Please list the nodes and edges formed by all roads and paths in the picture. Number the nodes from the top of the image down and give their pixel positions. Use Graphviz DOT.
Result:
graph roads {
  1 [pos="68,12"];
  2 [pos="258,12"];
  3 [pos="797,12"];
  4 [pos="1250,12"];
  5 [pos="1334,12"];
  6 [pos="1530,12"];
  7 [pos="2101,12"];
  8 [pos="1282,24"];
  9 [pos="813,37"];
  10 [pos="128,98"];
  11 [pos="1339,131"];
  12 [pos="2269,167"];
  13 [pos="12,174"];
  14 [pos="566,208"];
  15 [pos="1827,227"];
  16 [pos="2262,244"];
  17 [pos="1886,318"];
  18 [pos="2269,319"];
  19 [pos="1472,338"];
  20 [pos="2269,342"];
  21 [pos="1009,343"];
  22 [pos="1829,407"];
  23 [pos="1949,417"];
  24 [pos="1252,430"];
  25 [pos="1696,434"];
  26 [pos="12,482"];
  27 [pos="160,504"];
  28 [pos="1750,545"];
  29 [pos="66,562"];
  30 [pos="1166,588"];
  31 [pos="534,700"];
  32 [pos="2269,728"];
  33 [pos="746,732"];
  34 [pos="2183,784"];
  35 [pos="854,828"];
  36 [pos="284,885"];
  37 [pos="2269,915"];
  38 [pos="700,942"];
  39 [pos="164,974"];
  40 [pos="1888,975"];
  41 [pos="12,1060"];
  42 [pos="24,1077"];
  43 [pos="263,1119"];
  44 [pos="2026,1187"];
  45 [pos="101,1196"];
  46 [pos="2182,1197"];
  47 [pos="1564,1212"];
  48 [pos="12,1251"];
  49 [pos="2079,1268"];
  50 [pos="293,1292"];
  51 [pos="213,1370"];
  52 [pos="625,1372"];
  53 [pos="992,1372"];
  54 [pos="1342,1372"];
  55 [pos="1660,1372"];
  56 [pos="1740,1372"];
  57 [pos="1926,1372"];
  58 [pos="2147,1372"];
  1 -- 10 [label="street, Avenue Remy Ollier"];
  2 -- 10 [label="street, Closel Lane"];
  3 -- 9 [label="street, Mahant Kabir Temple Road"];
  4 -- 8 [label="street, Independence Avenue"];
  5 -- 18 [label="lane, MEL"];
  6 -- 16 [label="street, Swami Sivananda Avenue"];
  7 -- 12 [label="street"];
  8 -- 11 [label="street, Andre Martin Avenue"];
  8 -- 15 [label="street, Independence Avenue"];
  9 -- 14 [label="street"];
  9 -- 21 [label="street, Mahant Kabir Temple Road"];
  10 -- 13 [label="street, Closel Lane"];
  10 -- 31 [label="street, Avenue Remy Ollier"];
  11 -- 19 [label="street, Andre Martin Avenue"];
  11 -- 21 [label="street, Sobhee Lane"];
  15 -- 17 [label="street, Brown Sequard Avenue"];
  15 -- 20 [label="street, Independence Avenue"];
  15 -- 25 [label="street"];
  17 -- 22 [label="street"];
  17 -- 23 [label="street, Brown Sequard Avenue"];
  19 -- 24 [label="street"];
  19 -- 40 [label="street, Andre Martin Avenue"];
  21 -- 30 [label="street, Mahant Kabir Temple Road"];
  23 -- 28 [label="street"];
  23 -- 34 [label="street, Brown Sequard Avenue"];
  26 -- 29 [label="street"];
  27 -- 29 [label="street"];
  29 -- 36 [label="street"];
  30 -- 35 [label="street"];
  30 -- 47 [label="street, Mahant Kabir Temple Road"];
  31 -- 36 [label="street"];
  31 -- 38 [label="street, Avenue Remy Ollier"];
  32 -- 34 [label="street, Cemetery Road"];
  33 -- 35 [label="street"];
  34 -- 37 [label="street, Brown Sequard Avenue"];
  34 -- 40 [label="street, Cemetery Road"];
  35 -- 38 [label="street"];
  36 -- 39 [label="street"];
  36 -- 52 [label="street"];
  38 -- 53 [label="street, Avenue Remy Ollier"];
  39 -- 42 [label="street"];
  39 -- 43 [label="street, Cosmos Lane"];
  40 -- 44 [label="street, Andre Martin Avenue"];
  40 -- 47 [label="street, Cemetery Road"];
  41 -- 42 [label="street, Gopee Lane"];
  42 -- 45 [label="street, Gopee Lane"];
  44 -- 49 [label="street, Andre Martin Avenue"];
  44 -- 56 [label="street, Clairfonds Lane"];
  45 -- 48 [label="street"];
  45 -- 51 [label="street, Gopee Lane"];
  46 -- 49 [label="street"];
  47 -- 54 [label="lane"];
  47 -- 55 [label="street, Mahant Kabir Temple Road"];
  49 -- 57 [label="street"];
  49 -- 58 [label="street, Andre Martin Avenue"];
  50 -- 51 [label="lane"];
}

##########

■ Task objective ■
Say how many lines in the records hold the string "Independence". Give no other words.

■ Answer to the problem ■
3